_TASK TO CARRY OUT_. Within the records below, find each line that holds the string "Anson", then copy it.

[Stored items]
■ ■ ■ ■
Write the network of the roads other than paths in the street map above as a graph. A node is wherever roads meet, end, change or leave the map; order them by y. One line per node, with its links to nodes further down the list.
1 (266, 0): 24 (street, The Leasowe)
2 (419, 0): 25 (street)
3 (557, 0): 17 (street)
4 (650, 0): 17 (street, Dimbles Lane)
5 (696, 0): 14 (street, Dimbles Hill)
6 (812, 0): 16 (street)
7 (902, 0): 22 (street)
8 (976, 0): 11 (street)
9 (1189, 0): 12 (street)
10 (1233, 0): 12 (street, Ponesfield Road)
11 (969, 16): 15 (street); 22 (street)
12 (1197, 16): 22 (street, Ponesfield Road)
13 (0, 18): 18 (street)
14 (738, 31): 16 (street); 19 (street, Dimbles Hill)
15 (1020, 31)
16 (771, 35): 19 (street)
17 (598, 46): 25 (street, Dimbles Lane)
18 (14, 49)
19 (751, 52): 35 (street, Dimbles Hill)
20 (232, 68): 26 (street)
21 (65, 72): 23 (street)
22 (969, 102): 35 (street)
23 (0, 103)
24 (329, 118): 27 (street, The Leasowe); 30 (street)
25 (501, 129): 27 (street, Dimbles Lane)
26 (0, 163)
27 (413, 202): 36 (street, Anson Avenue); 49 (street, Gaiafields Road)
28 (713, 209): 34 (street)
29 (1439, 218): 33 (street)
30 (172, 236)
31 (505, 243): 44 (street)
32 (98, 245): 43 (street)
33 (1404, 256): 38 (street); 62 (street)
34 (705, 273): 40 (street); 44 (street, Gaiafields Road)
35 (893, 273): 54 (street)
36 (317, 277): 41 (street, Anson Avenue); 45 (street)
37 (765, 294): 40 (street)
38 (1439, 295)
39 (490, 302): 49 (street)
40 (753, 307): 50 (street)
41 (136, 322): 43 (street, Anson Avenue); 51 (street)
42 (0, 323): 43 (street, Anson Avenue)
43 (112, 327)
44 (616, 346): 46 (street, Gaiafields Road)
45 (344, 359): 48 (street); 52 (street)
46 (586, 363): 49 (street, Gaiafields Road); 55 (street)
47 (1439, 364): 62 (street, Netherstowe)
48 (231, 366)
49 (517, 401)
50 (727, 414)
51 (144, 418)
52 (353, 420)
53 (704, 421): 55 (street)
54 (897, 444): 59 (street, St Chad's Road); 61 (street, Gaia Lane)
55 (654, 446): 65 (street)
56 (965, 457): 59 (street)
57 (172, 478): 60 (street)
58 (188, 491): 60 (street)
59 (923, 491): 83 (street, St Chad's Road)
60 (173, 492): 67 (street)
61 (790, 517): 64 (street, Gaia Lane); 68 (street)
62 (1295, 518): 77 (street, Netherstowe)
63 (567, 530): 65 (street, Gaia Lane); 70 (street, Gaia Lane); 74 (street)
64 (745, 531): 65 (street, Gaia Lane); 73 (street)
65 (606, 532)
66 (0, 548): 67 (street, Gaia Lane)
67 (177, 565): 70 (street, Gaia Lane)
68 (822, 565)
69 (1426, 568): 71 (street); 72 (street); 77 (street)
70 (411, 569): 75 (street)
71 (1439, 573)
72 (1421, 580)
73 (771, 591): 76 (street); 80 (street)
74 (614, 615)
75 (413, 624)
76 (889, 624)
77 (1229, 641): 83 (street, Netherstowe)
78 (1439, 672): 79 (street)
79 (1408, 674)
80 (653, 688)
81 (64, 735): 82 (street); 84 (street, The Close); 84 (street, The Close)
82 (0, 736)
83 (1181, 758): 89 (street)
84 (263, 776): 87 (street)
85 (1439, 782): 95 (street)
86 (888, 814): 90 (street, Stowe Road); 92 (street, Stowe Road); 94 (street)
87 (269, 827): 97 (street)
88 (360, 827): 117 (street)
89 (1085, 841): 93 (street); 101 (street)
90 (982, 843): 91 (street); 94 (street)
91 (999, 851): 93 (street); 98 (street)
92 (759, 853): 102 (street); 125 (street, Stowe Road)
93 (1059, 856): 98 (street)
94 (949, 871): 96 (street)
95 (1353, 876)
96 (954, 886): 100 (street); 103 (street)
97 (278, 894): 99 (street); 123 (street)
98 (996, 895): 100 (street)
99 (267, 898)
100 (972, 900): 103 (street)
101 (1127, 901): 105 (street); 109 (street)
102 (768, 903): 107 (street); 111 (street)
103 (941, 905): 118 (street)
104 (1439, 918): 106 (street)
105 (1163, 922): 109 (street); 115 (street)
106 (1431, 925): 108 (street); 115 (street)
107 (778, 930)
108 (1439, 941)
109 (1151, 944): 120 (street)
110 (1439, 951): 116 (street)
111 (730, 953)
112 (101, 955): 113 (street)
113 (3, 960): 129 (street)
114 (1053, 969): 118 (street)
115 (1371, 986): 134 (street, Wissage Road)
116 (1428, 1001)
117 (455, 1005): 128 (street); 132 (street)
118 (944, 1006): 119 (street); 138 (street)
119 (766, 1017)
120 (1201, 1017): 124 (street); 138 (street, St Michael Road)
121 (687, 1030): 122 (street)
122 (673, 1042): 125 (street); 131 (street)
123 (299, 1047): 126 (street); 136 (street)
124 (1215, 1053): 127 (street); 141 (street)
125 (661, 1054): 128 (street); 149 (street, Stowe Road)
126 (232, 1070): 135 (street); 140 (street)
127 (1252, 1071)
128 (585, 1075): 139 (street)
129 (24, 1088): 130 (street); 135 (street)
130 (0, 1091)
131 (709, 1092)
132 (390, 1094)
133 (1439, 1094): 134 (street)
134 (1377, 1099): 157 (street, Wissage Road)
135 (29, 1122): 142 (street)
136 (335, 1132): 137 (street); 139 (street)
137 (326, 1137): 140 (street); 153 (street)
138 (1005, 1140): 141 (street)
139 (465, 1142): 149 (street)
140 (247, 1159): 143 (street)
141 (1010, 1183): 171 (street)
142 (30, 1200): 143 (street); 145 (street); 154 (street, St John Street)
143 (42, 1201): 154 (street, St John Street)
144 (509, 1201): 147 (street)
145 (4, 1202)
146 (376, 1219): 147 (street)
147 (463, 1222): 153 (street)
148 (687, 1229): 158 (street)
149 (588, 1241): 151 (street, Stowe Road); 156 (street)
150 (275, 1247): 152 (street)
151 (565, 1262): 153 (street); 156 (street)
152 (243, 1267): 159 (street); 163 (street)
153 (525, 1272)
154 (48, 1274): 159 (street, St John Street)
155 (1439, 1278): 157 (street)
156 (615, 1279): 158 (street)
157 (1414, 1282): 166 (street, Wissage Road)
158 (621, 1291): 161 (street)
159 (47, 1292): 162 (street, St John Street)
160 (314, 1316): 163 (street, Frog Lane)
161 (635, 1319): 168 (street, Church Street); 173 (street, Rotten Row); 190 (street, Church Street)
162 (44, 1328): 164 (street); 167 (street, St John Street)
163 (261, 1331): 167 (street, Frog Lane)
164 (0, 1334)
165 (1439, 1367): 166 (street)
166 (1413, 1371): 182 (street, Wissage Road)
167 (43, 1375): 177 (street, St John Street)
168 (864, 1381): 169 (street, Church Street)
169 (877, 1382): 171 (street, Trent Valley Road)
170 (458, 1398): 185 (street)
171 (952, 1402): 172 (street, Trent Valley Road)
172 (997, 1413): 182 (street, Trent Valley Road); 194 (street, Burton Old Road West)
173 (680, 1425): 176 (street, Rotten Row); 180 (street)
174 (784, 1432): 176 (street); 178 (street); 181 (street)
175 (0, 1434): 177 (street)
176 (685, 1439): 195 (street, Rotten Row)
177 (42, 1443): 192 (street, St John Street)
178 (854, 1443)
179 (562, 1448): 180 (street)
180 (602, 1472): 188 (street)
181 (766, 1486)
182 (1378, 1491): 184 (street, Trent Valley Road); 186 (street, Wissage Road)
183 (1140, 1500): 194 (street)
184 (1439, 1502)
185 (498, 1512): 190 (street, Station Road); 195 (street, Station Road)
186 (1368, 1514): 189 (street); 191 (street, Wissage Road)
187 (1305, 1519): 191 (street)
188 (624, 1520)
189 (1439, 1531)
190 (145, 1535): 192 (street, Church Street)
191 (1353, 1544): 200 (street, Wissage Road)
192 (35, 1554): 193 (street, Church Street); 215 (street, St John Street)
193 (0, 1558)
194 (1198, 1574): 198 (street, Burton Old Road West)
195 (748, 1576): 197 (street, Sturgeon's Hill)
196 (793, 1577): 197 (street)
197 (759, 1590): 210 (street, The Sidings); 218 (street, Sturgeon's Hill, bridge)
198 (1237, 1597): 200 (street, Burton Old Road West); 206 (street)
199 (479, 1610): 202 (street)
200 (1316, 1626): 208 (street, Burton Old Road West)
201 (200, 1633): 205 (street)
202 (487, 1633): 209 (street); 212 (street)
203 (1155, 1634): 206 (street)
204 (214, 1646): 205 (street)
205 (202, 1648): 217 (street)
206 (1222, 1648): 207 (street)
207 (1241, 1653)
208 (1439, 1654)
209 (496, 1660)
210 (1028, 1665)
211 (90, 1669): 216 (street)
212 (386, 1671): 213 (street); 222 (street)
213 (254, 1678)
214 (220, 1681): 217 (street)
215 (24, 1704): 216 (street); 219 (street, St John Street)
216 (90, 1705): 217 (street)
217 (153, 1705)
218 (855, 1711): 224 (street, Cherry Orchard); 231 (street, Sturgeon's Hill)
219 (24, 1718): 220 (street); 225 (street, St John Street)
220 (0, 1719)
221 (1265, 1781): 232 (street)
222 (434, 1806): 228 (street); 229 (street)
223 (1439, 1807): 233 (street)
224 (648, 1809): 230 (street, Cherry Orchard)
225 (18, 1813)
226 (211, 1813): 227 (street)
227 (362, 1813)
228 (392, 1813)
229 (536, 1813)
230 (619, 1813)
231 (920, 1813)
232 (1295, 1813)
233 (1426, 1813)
■ ■ ■ ■
_EXERCISE OUTPUT_.
27 (413, 202): 36 (street, Anson Avenue); 49 (street, Gaiafields Road)
36 (317, 277): 41 (street, Anson Avenue); 45 (street)
41 (136, 322): 43 (street, Anson Avenue); 51 (street)
42 (0, 323): 43 (street, Anson Avenue)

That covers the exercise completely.